Question

A rope of length $L$ has mass per unit length $\lambda$ which varies according to the function $\lambda \left(x\right)=e^{x/L}.$ The rope is pulled by a constant force of $1\text{N}$ on a smooth horizontal surface. The tension in the rope at $x=\frac{L}{2}$ is:

• A. $0.5\text{N}$
• B. $0.38\text{N}$
• C. $0.62\text{N}$
• D. None

Answer 1

The correct option is B $0.38\text{N}$


Total mass of rope,
$M={\int }_0^L\lambda \left(x\right)dx$
$\Rightarrow M={\int }_0^L{e}^{x/L}dx$
$\Rightarrow M=\frac{1}{L}[e^{x/L}{]}_0^L=\frac{1}{L}(e-1)$

Acceleration of rope, $a=\frac{F}{M}=\frac{1}{\frac{(e-1)}{L}}=\frac{L}{e-1}$
which is the same for all points, since the rope moves as a system.

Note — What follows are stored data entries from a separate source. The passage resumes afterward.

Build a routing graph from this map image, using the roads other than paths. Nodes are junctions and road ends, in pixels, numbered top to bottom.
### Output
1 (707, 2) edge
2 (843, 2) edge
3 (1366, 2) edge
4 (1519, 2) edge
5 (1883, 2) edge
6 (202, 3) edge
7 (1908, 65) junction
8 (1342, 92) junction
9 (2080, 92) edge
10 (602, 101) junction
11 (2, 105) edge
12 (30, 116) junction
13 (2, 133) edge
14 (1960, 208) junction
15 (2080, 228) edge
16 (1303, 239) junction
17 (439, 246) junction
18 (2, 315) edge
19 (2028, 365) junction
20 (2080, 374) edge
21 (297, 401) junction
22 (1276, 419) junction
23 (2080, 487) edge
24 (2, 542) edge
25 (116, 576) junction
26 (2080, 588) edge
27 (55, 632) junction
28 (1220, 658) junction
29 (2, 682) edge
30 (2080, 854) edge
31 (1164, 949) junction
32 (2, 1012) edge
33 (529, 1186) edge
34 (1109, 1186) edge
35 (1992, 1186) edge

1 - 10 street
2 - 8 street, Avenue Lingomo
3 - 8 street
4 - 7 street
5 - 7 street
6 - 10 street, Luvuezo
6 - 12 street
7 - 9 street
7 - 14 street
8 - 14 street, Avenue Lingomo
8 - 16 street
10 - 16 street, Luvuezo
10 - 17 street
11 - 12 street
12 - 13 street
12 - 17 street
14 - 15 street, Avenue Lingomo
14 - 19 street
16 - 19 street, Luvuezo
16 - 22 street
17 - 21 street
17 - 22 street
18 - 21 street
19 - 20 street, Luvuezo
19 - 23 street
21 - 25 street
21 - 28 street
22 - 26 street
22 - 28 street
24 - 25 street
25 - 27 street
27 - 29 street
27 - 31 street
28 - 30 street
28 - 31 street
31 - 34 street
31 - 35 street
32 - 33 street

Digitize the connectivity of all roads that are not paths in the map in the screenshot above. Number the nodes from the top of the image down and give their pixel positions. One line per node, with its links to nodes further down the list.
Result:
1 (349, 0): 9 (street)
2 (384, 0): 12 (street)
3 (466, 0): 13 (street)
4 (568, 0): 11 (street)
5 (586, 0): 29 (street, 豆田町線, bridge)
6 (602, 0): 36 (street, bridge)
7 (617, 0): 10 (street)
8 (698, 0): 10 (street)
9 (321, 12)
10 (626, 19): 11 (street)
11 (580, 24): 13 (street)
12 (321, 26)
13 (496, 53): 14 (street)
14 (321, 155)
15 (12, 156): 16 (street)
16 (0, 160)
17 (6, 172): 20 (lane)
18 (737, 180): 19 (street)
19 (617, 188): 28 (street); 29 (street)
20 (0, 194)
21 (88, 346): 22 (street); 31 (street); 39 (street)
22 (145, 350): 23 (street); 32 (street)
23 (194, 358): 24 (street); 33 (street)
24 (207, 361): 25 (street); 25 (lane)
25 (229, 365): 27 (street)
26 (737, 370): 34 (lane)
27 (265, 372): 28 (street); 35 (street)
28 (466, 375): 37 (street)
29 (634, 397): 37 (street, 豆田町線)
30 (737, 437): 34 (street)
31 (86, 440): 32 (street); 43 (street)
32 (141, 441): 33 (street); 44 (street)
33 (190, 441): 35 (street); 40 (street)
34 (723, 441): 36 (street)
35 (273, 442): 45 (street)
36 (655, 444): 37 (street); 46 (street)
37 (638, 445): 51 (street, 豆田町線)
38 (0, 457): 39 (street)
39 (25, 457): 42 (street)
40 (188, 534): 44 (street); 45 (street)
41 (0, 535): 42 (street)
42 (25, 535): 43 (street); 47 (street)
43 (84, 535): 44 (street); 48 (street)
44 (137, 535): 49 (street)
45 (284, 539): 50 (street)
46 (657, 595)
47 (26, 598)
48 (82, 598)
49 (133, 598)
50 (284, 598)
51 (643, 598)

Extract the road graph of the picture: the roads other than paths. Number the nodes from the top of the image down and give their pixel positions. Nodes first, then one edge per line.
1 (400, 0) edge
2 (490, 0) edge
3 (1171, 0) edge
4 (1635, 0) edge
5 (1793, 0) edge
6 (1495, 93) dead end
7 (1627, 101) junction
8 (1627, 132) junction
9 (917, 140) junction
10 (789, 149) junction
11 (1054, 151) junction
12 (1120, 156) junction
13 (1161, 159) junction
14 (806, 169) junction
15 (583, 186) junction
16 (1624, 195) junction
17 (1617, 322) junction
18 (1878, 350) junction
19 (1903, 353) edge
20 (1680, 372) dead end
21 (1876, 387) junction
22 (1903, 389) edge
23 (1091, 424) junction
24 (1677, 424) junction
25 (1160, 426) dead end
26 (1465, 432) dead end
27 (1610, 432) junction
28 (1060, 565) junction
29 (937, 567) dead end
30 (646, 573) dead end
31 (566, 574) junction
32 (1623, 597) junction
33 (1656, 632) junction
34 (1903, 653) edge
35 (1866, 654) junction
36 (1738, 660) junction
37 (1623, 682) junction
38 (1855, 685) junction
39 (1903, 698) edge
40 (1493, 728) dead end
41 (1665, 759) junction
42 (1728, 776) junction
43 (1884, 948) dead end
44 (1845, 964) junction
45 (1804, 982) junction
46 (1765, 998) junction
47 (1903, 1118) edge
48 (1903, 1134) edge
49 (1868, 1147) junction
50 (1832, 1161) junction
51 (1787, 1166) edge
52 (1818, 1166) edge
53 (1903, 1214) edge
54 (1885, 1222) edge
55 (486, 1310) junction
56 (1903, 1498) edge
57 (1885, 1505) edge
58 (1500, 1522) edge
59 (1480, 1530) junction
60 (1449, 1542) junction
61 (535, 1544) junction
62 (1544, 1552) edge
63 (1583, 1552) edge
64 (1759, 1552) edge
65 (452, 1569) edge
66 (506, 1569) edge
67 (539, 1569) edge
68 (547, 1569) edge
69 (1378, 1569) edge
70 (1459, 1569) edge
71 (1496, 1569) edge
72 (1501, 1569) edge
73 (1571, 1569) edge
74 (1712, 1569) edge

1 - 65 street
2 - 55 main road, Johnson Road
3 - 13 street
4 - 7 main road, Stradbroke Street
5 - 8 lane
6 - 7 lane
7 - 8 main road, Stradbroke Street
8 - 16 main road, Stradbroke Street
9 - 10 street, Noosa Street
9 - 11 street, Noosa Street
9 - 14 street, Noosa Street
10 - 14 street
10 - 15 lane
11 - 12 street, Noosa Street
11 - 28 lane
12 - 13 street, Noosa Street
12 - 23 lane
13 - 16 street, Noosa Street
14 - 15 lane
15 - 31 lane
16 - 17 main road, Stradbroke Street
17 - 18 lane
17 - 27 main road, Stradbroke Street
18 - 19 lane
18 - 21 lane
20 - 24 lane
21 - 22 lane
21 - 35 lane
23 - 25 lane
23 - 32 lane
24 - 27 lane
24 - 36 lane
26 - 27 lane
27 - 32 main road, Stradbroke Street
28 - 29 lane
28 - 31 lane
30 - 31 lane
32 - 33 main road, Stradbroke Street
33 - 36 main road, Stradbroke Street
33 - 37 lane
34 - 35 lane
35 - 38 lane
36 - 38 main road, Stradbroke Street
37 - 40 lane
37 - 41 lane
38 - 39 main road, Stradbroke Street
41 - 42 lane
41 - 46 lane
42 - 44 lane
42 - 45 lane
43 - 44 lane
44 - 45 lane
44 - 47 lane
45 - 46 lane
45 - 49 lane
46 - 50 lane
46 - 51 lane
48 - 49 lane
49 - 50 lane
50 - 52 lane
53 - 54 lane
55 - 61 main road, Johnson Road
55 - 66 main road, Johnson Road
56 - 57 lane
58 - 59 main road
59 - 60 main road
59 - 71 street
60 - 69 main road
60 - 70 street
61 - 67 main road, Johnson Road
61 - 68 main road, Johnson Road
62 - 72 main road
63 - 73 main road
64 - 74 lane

Mass of the rope from $0$ to $L/2$ is
$m={\int }_0^{L/2}{e}^{x/L}dx=\frac{1}{L}[e^{x/L}{]}_0^{L/2}$
$\Rightarrow m=\frac{e^{1/2}-1}{L}$

Using Newton's second law for the left half of the rope at $x=L/2$,
$T=ma=\frac{e^{1/2}-1}{L}\times \frac{L}{e-1}=\frac{\sqrt{2.7}-1}{2.7-1}=0.38\text{N}$